Understanding the built-in functions available to you within DB2 can make many coding tasks much simpler. Functions, many times, can be used instead of coding your own application logic to perform the same tasks. You can gain a significant advantage using DB2 built-in functions because you can be sure they will perform the correct tasks with no bugs... as opposed to your code which requires time to code, stringent debugging, and in-depth testing. This is time you can better spend on developing application specific functionality.

At any rate, I was recently asked how to return a count of specific characters in a text string column. For example, given a text string, return a count of the number of commas in the string.

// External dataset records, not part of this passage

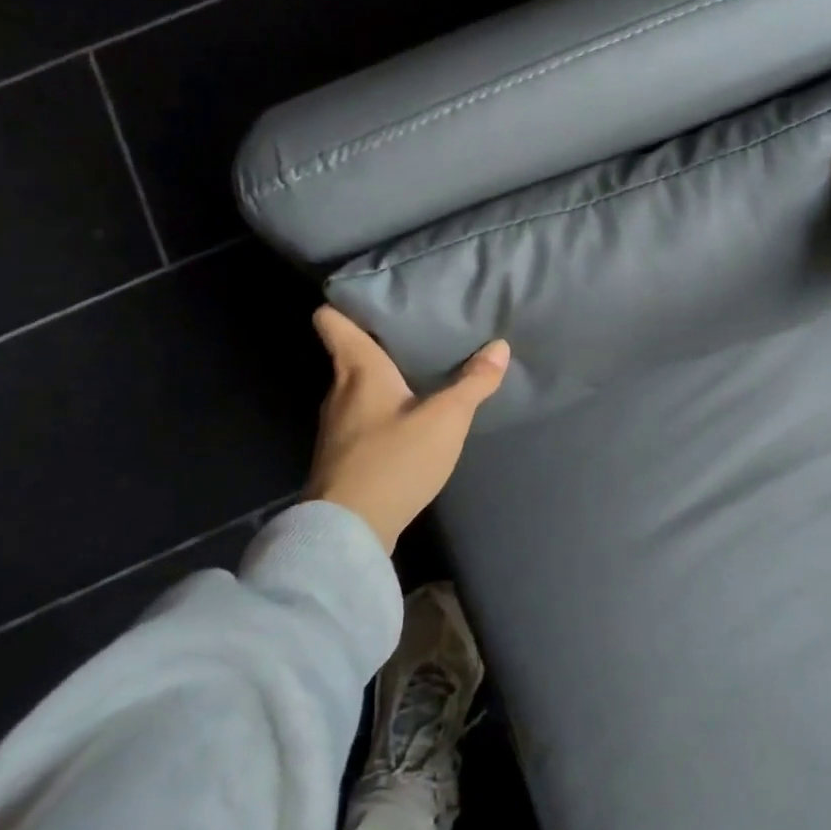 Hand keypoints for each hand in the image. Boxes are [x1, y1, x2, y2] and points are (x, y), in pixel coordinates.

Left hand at [305, 306, 510, 552]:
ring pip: (355, 387)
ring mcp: (335, 426)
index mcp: (358, 370)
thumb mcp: (446, 419)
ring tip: (418, 373)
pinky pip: (360, 417)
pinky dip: (381, 411)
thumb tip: (500, 346)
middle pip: (349, 353)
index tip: (371, 297)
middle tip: (415, 333)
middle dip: (378, 342)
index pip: (331, 321)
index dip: (344, 304)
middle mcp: (339, 391)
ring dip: (381, 380)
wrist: (349, 531)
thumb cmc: (394, 461)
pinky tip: (408, 421)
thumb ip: (473, 383)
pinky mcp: (340, 455) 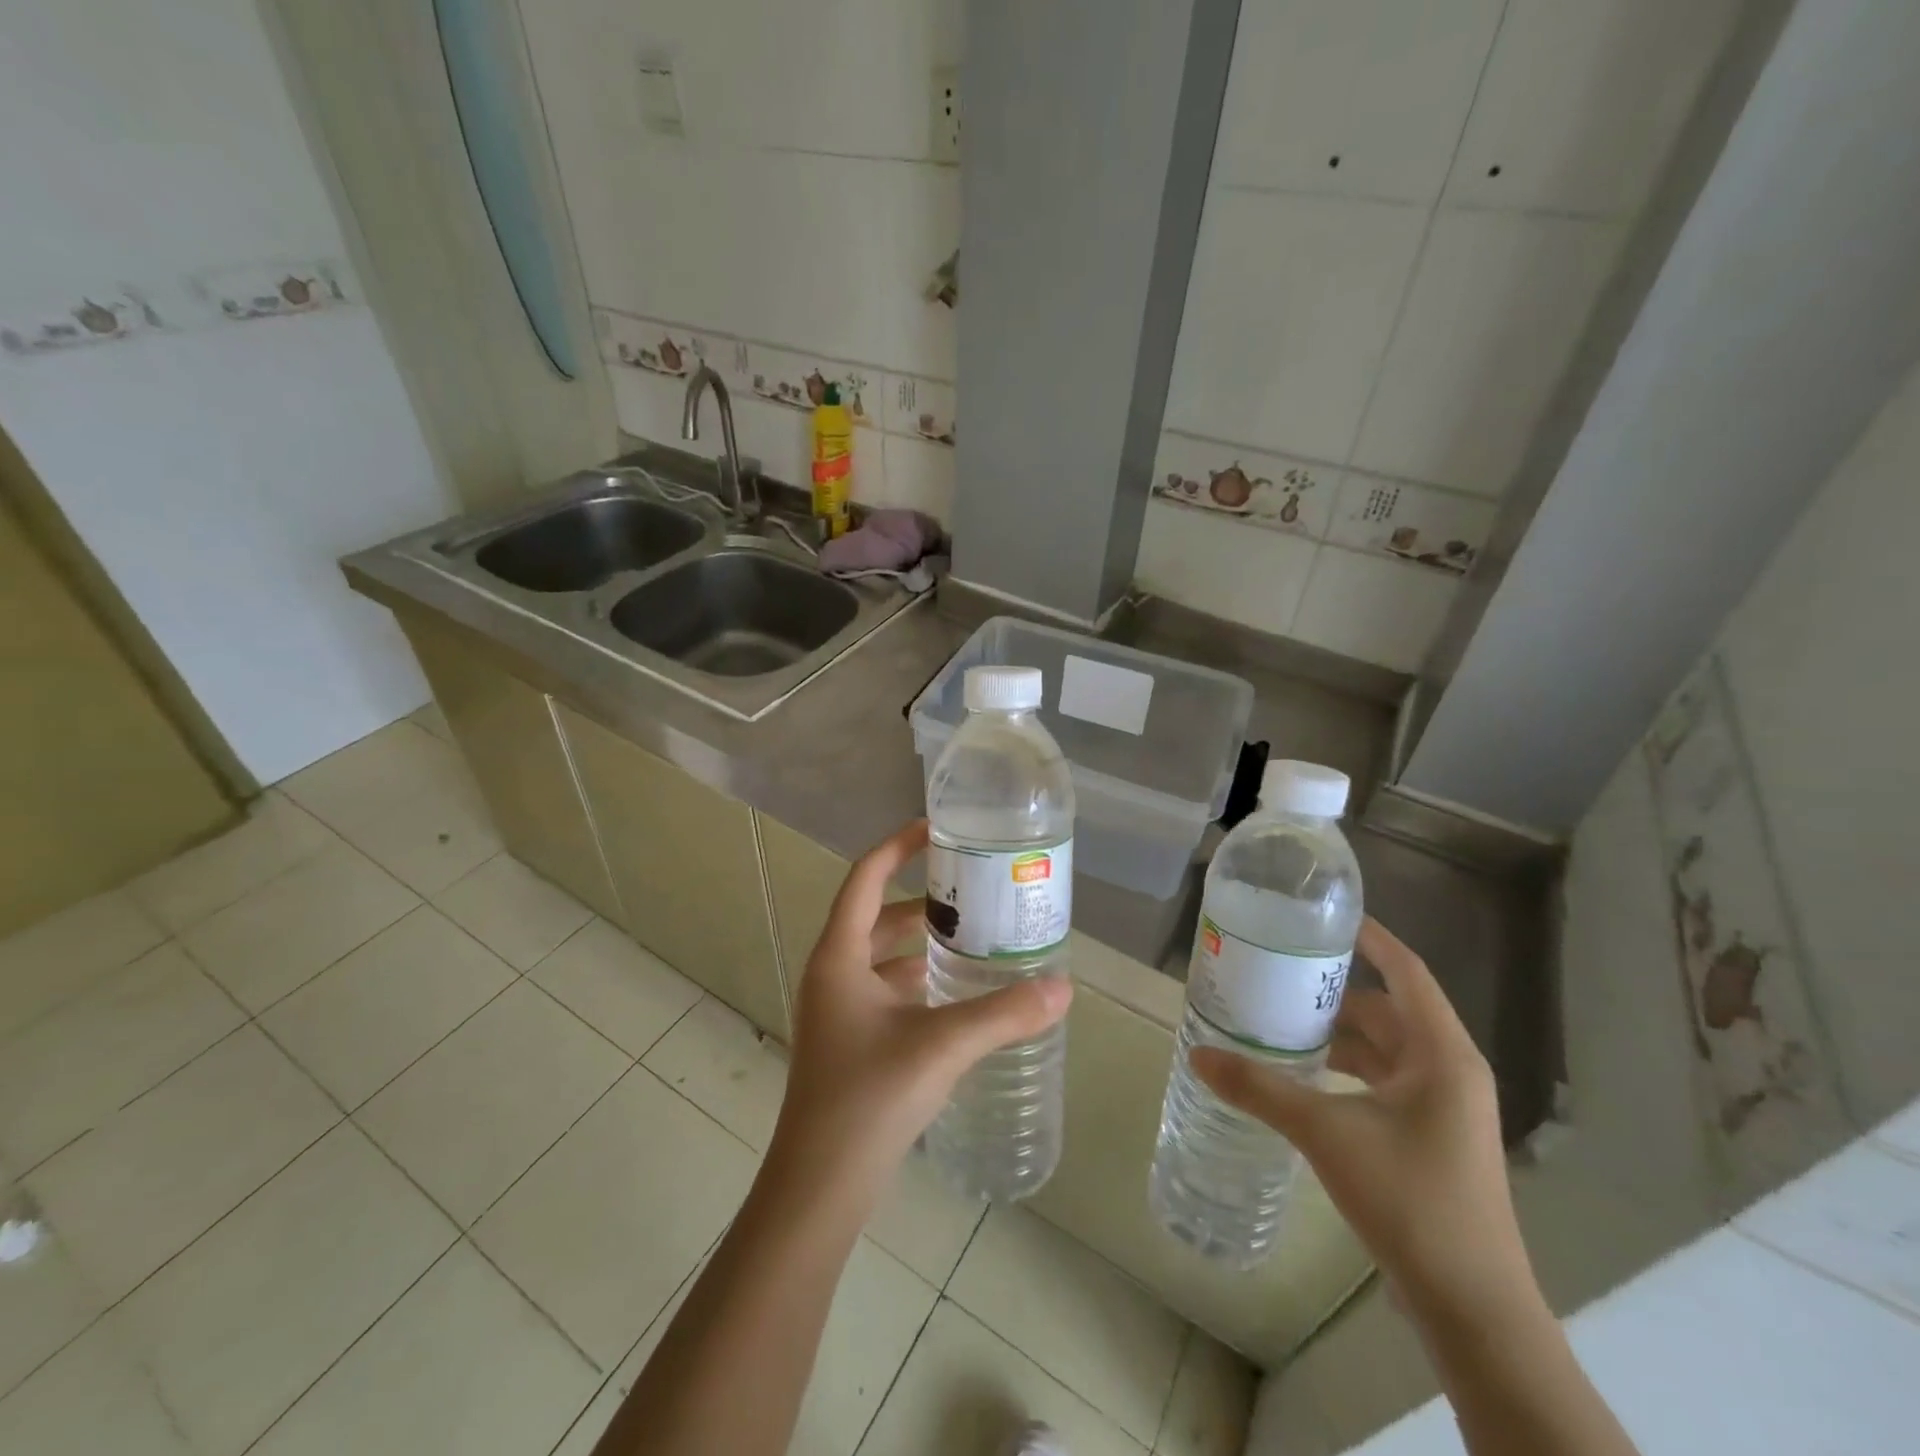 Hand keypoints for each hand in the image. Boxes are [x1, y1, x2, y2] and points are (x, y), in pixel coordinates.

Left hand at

Well, if you know DB2 functions you know that there isn’t one specifically focused on this task. But digging a little deeper, you can see how this can be done using a combination of two scalar functions, LENGTH and REPLACE, as shown here:

SELECT LENGTH(TEXT_COLUMN) - LENGTH(REPLACE(TEXT_COLUMN, ',' ''))

The first LENGTH function simply returns the length of the text string. The second iteration of the LENGTH function in the expression returns the length of the text string after replacing the target character (in this case a comma) with the zero-length string. By subtracting the entire length, from the (perhaps) shortened length, we get a count of the specific character instances in the strihng.

So, let's use a string literal to show a concrete example:

SELECT LENGTH('A,B,C,D') - LENGTH(REPLACE('A,B,C,D', ',', '')) 

This will translate into 7 - 4... or 3. And, indeed, there are three commas in the string.

When confronted with a problem like this it is usually a good idea to review the list of built-in SQL functions to see if you can accomplish your quest using SQL alone. Any time you can avoid the overhead of building an application program it makes sense to do so… from the perspectives of both the amount of time expended and the overall efficiency of the process.